Content starts

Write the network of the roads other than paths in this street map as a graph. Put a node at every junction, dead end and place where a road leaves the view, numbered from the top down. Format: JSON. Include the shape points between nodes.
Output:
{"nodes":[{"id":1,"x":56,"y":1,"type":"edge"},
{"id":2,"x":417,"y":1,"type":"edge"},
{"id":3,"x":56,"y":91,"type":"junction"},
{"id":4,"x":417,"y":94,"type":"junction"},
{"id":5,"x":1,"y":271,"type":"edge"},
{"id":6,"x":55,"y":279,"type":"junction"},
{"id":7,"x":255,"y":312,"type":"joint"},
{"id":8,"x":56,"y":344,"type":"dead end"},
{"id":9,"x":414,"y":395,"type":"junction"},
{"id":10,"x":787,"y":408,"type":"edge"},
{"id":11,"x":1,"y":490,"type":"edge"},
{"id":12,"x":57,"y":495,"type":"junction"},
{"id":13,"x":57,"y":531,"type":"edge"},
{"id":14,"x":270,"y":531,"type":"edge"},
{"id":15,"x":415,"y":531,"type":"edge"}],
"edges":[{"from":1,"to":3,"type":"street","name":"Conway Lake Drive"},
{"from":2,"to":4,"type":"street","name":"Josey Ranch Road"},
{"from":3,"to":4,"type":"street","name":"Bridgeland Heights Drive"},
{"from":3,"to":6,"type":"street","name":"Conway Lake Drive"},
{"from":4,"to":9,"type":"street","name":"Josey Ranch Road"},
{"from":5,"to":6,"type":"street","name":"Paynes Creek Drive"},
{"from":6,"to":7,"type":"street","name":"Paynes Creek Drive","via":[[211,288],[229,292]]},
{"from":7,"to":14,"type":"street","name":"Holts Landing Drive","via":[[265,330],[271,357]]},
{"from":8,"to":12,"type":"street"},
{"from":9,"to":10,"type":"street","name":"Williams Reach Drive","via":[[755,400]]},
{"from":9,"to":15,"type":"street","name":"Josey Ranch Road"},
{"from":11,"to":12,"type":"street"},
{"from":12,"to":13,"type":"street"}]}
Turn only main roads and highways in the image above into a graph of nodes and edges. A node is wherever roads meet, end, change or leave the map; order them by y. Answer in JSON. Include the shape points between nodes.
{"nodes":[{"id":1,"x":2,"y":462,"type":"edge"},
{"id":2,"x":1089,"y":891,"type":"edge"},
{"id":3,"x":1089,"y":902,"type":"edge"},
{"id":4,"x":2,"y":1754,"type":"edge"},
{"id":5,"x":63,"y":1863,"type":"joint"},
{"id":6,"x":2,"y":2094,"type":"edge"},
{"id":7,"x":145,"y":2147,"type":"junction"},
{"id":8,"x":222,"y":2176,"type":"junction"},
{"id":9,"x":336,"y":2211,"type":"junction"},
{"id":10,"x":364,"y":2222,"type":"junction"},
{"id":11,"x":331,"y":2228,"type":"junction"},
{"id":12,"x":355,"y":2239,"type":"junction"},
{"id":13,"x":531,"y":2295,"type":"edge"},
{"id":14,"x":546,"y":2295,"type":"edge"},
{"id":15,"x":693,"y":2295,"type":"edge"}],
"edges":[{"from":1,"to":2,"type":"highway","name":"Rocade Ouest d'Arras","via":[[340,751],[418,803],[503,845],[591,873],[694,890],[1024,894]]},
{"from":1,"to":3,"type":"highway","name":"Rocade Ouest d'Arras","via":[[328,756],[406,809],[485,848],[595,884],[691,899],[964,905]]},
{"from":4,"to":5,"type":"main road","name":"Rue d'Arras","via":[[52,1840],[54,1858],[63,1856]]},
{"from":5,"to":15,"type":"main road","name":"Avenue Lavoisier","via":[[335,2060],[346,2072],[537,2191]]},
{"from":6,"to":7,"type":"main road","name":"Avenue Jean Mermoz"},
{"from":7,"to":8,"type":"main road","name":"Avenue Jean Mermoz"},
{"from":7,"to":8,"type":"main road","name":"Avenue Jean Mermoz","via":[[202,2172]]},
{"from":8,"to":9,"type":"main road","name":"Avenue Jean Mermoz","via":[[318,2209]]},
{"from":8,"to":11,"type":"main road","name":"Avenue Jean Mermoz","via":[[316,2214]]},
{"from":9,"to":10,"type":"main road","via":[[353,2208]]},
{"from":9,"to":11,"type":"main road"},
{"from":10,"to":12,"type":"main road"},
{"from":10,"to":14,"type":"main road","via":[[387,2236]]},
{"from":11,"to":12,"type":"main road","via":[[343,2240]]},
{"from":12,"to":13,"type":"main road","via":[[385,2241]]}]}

Content ends

> Exercise objective
Reproduce every record above exactly as it is written.

> Task result
Write the network of the roads other than paths in this street map as a graph. Put a node at every junction, dead end and place where a road leaves the view, numbered from the top down. Format: JSON. Include the shape points between nodes.
Output:
{"nodes":[{"id":1,"x":56,"y":1,"type":"edge"},
{"id":2,"x":417,"y":1,"type":"edge"},
{"id":3,"x":56,"y":91,"type":"junction"},
{"id":4,"x":417,"y":94,"type":"junction"},
{"id":5,"x":1,"y":271,"type":"edge"},
{"id":6,"x":55,"y":279,"type":"junction"},
{"id":7,"x":255,"y":312,"type":"joint"},
{"id":8,"x":56,"y":344,"type":"dead end"},
{"id":9,"x":414,"y":395,"type":"junction"},
{"id":10,"x":787,"y":408,"type":"edge"},
{"id":11,"x":1,"y":490,"type":"edge"},
{"id":12,"x":57,"y":495,"type":"junction"},
{"id":13,"x":57,"y":531,"type":"edge"},
{"id":14,"x":270,"y":531,"type":"edge"},
{"id":15,"x":415,"y":531,"type":"edge"}],
"edges":[{"from":1,"to":3,"type":"street","name":"Conway Lake Drive"},
{"from":2,"to":4,"type":"street","name":"Josey Ranch Road"},
{"from":3,"to":4,"type":"street","name":"Bridgeland Heights Drive"},
{"from":3,"to":6,"type":"street","name":"Conway Lake Drive"},
{"from":4,"to":9,"type":"street","name":"Josey Ranch Road"},
{"from":5,"to":6,"type":"street","name":"Paynes Creek Drive"},
{"from":6,"to":7,"type":"street","name":"Paynes Creek Drive","via":[[211,288],[229,292]]},
{"from":7,"to":14,"type":"street","name":"Holts Landing Drive","via":[[265,330],[271,357]]},
{"from":8,"to":12,"type":"street"},
{"from":9,"to":10,"type":"street","name":"Williams Reach Drive","via":[[755,400]]},
{"from":9,"to":15,"type":"street","name":"Josey Ranch Road"},
{"from":11,"to":12,"type":"street"},
{"from":12,"to":13,"type":"street"}]}
Turn only main roads and highways in the image above into a graph of nodes and edges. A node is wherever roads meet, end, change or leave the map; order them by y. Answer in JSON. Include the shape points between nodes.
{"nodes":[{"id":1,"x":2,"y":462,"type":"edge"},
{"id":2,"x":1089,"y":891,"type":"edge"},
{"id":3,"x":1089,"y":902,"type":"edge"},
{"id":4,"x":2,"y":1754,"type":"edge"},
{"id":5,"x":63,"y":1863,"type":"joint"},
{"id":6,"x":2,"y":2094,"type":"edge"},
{"id":7,"x":145,"y":2147,"type":"junction"},
{"id":8,"x":222,"y":2176,"type":"junction"},
{"id":9,"x":336,"y":2211,"type":"junction"},
{"id":10,"x":364,"y":2222,"type":"junction"},
{"id":11,"x":331,"y":2228,"type":"junction"},
{"id":12,"x":355,"y":2239,"type":"junction"},
{"id":13,"x":531,"y":2295,"type":"edge"},
{"id":14,"x":546,"y":2295,"type":"edge"},
{"id":15,"x":693,"y":2295,"type":"edge"}],
"edges":[{"from":1,"to":2,"type":"highway","name":"Rocade Ouest d'Arras","via":[[340,751],[418,803],[503,845],[591,873],[694,890],[1024,894]]},
{"from":1,"to":3,"type":"highway","name":"Rocade Ouest d'Arras","via":[[328,756],[406,809],[485,848],[595,884],[691,899],[964,905]]},
{"from":4,"to":5,"type":"main road","name":"Rue d'Arras","via":[[52,1840],[54,1858],[63,1856]]},
{"from":5,"to":15,"type":"main road","name":"Avenue Lavoisier","via":[[335,2060],[346,2072],[537,2191]]},
{"from":6,"to":7,"type":"main road","name":"Avenue Jean Mermoz"},
{"from":7,"to":8,"type":"main road","name":"Avenue Jean Mermoz"},
{"from":7,"to":8,"type":"main road","name":"Avenue Jean Mermoz","via":[[202,2172]]},
{"from":8,"to":9,"type":"main road","name":"Avenue Jean Mermoz","via":[[318,2209]]},
{"from":8,"to":11,"type":"main road","name":"Avenue Jean Mermoz","via":[[316,2214]]},
{"from":9,"to":10,"type":"main road","via":[[353,2208]]},
{"from":9,"to":11,"type":"main road"},
{"from":10,"to":12,"type":"main road"},
{"from":10,"to":14,"type":"main road","via":[[387,2236]]},
{"from":11,"to":12,"type":"main road","via":[[343,2240]]},
{"from":12,"to":13,"type":"main road","via":[[385,2241]]}]}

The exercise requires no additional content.